Erfolgreich mit Keyword-Advertising (AdWords)

08.12.2011 von Matthias Hechler | 0 Kommentare WEB

Google Adwords

Die sogenannten AdWords bieten reichlich Potenzial für deutliche Marketingerfolge - allerdings auch sinnloses „Geldverbrennen“. Es gibt einiges zu beachten, damit eine AdWord-Kampagne wirklich rund läuft.

Was sind „AdWords“?

Ergänzend zu den sogenannten „organischen“ Suchtreffern, die kostenlos sind, kann man bei den Suchmaschinen auch „bezahlte“ Anzeigen (d. h. Überschrift 25 Zeichen, zwei Zeilen à 35 Zeichen und eine Zeile mit Link) für die gewünschten Suchanfragen schalten. Kosten entstehen dabei aber nicht mit der Einblendung einer Anzeige, sondern erst, wenn diese auch wirklich geklickt wird.

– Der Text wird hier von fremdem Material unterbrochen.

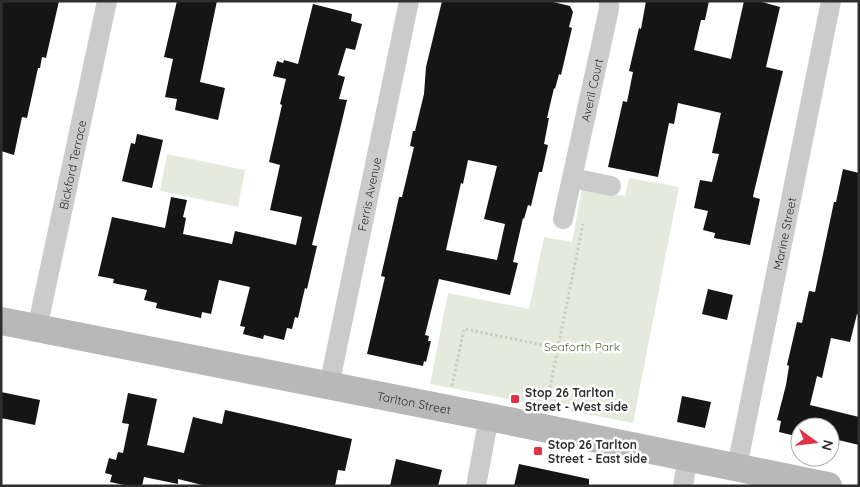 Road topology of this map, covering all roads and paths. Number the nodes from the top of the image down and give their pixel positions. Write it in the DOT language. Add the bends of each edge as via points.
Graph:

Wir beschränken uns hier auf die relevanteste Form des Suchmaschinen-Marketings – den Google AdWords (ansonsten noch Yahoo Search Marketing und Microsoft adCenter erwähnenswert). Das sind die Suchtreffer, die oberhalb und rechts von den eigentlichen Treffern eingeblendet werden. Wer weiß, was viele Firmen Monat für Monat an Euros in diese Werbeform „pumpen“, dem erschließt sich sofort, warum Google zum absoluten Gigant gewachsen ist.

Es gibt kaum etwas zu verlieren

Wir behaupten, dass es für nahezu jedes Unternehmen Sinn macht, zumindest testweise eine AdWord-Kampagne zu fahren. Wieso? Das Internet ist klar ein Informationsmedium. Wer etwas wissen will oder auf der Suche nach einem Anbieter, Lieferanten, Shop, Hersteller etc ist, googelt im Regelfall erstmal. Da es sehr mühselig und mitunter fast unmöglich sein kann, bei den organischen Suchtreffern mit vertretbarem Aufwand dauerhaft ganz vorne mitzuspielen, hat man die Platzierung bei den AdWords relativ einfach selbst in der Hand. Entsprechendes Know-how vorausgesetzt, kann auch jeder recht einfach eine AdWord-Kampagne selbst kostenfrei erstellen.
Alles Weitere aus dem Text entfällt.